Task objective: Print the entries once more, unchanged.

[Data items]
::::::::

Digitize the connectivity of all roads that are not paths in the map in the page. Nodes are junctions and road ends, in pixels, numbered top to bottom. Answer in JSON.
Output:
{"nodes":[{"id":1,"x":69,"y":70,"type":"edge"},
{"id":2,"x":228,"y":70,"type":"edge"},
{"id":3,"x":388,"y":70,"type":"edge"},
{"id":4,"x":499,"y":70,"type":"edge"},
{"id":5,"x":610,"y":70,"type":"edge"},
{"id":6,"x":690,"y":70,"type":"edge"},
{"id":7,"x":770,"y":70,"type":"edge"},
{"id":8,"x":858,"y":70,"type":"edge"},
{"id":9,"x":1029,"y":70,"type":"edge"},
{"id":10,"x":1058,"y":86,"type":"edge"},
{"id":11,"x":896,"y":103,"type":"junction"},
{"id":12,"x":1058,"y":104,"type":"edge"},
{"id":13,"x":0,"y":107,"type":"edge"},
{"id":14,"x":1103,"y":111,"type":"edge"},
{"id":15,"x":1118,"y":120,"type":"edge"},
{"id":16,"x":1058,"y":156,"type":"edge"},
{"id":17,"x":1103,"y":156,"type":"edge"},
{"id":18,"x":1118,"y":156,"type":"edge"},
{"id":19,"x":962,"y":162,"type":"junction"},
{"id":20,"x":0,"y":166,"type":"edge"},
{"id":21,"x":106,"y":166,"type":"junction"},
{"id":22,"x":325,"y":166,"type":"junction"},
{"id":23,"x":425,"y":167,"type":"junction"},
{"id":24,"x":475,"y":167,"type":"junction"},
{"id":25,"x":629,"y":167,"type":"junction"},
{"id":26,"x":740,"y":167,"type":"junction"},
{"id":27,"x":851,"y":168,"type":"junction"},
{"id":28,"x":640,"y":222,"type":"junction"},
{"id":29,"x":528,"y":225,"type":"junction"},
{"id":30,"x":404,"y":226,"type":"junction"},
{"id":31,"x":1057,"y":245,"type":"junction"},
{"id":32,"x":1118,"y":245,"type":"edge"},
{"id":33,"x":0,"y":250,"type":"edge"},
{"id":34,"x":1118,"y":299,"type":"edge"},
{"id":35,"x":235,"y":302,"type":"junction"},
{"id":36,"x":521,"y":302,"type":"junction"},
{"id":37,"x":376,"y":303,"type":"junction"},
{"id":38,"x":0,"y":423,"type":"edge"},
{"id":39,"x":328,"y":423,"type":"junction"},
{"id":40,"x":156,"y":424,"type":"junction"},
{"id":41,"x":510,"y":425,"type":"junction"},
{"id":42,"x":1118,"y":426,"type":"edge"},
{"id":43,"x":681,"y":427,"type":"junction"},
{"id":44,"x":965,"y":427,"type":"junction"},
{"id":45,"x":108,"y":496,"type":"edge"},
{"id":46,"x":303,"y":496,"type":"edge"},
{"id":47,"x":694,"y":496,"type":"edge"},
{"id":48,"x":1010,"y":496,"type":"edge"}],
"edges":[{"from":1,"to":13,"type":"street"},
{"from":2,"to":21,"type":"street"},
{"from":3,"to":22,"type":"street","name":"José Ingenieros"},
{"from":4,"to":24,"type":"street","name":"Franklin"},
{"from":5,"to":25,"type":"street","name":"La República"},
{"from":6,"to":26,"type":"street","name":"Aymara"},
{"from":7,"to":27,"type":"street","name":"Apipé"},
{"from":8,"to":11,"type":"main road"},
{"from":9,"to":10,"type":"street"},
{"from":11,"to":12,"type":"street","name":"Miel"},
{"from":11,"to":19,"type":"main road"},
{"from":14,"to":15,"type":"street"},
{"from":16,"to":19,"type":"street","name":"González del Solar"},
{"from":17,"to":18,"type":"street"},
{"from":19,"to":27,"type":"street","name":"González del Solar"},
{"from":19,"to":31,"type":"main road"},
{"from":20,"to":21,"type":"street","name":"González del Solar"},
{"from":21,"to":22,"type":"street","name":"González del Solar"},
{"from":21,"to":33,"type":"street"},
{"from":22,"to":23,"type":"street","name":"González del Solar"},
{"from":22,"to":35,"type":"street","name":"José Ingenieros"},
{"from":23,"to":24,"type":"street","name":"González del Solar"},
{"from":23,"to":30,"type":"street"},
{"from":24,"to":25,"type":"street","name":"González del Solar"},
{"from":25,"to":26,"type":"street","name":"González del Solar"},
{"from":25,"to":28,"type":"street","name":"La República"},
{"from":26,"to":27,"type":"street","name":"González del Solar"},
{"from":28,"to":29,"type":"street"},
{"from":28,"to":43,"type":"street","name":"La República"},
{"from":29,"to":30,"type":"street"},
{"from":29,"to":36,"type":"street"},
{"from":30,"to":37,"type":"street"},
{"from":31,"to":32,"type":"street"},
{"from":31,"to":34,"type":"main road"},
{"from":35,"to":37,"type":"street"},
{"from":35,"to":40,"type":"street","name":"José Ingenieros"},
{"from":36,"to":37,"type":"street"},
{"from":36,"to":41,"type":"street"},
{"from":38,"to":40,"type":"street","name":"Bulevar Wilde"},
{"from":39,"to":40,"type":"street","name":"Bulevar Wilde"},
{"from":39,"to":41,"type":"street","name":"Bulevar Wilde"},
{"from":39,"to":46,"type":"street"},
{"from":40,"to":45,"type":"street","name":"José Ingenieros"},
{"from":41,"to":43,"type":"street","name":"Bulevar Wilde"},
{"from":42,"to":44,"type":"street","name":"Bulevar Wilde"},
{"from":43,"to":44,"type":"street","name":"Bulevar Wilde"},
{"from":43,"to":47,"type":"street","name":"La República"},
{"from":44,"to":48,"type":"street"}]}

::::::::

Task result:
Digitize the connectivity of all roads that are not paths in the map in the page. Nodes are junctions and road ends, in pixels, numbered top to bottom. Answer in JSON.
Output:
{"nodes":[{"id":1,"x":69,"y":70,"type":"edge"},
{"id":2,"x":228,"y":70,"type":"edge"},
{"id":3,"x":388,"y":70,"type":"edge"},
{"id":4,"x":499,"y":70,"type":"edge"},
{"id":5,"x":610,"y":70,"type":"edge"},
{"id":6,"x":690,"y":70,"type":"edge"},
{"id":7,"x":770,"y":70,"type":"edge"},
{"id":8,"x":858,"y":70,"type":"edge"},
{"id":9,"x":1029,"y":70,"type":"edge"},
{"id":10,"x":1058,"y":86,"type":"edge"},
{"id":11,"x":896,"y":103,"type":"junction"},
{"id":12,"x":1058,"y":104,"type":"edge"},
{"id":13,"x":0,"y":107,"type":"edge"},
{"id":14,"x":1103,"y":111,"type":"edge"},
{"id":15,"x":1118,"y":120,"type":"edge"},
{"id":16,"x":1058,"y":156,"type":"edge"},
{"id":17,"x":1103,"y":156,"type":"edge"},
{"id":18,"x":1118,"y":156,"type":"edge"},
{"id":19,"x":962,"y":162,"type":"junction"},
{"id":20,"x":0,"y":166,"type":"edge"},
{"id":21,"x":106,"y":166,"type":"junction"},
{"id":22,"x":325,"y":166,"type":"junction"},
{"id":23,"x":425,"y":167,"type":"junction"},
{"id":24,"x":475,"y":167,"type":"junction"},
{"id":25,"x":629,"y":167,"type":"junction"},
{"id":26,"x":740,"y":167,"type":"junction"},
{"id":27,"x":851,"y":168,"type":"junction"},
{"id":28,"x":640,"y":222,"type":"junction"},
{"id":29,"x":528,"y":225,"type":"junction"},
{"id":30,"x":404,"y":226,"type":"junction"},
{"id":31,"x":1057,"y":245,"type":"junction"},
{"id":32,"x":1118,"y":245,"type":"edge"},
{"id":33,"x":0,"y":250,"type":"edge"},
{"id":34,"x":1118,"y":299,"type":"edge"},
{"id":35,"x":235,"y":302,"type":"junction"},
{"id":36,"x":521,"y":302,"type":"junction"},
{"id":37,"x":376,"y":303,"type":"junction"},
{"id":38,"x":0,"y":423,"type":"edge"},
{"id":39,"x":328,"y":423,"type":"junction"},
{"id":40,"x":156,"y":424,"type":"junction"},
{"id":41,"x":510,"y":425,"type":"junction"},
{"id":42,"x":1118,"y":426,"type":"edge"},
{"id":43,"x":681,"y":427,"type":"junction"},
{"id":44,"x":965,"y":427,"type":"junction"},
{"id":45,"x":108,"y":496,"type":"edge"},
{"id":46,"x":303,"y":496,"type":"edge"},
{"id":47,"x":694,"y":496,"type":"edge"},
{"id":48,"x":1010,"y":496,"type":"edge"}],
"edges":[{"from":1,"to":13,"type":"street"},
{"from":2,"to":21,"type":"street"},
{"from":3,"to":22,"type":"street","name":"José Ingenieros"},
{"from":4,"to":24,"type":"street","name":"Franklin"},
{"from":5,"to":25,"type":"street","name":"La República"},
{"from":6,"to":26,"type":"street","name":"Aymara"},
{"from":7,"to":27,"type":"street","name":"Apipé"},
{"from":8,"to":11,"type":"main road"},
{"from":9,"to":10,"type":"street"},
{"from":11,"to":12,"type":"street","name":"Miel"},
{"from":11,"to":19,"type":"main road"},
{"from":14,"to":15,"type":"street"},
{"from":16,"to":19,"type":"street","name":"González del Solar"},
{"from":17,"to":18,"type":"street"},
{"from":19,"to":27,"type":"street","name":"González del Solar"},
{"from":19,"to":31,"type":"main road"},
{"from":20,"to":21,"type":"street","name":"González del Solar"},
{"from":21,"to":22,"type":"street","name":"González del Solar"},
{"from":21,"to":33,"type":"street"},
{"from":22,"to":23,"type":"street","name":"González del Solar"},
{"from":22,"to":35,"type":"street","name":"José Ingenieros"},
{"from":23,"to":24,"type":"street","name":"González del Solar"},
{"from":23,"to":30,"type":"street"},
{"from":24,"to":25,"type":"street","name":"González del Solar"},
{"from":25,"to":26,"type":"street","name":"González del Solar"},
{"from":25,"to":28,"type":"street","name":"La República"},
{"from":26,"to":27,"type":"street","name":"González del Solar"},
{"from":28,"to":29,"type":"street"},
{"from":28,"to":43,"type":"street","name":"La República"},
{"from":29,"to":30,"type":"street"},
{"from":29,"to":36,"type":"street"},
{"from":30,"to":37,"type":"street"},
{"from":31,"to":32,"type":"street"},
{"from":31,"to":34,"type":"main road"},
{"from":35,"to":37,"type":"street"},
{"from":35,"to":40,"type":"street","name":"José Ingenieros"},
{"from":36,"to":37,"type":"street"},
{"from":36,"to":41,"type":"street"},
{"from":38,"to":40,"type":"street","name":"Bulevar Wilde"},
{"from":39,"to":40,"type":"street","name":"Bulevar Wilde"},
{"from":39,"to":41,"type":"street","name":"Bulevar Wilde"},
{"from":39,"to":46,"type":"street"},
{"from":40,"to":45,"type":"street","name":"José Ingenieros"},
{"from":41,"to":43,"type":"street","name":"Bulevar Wilde"},
{"from":42,"to":44,"type":"street","name":"Bulevar Wilde"},
{"from":43,"to":44,"type":"street","name":"Bulevar Wilde"},
{"from":43,"to":47,"type":"street","name":"La República"},
{"from":44,"to":48,"type":"street"}]}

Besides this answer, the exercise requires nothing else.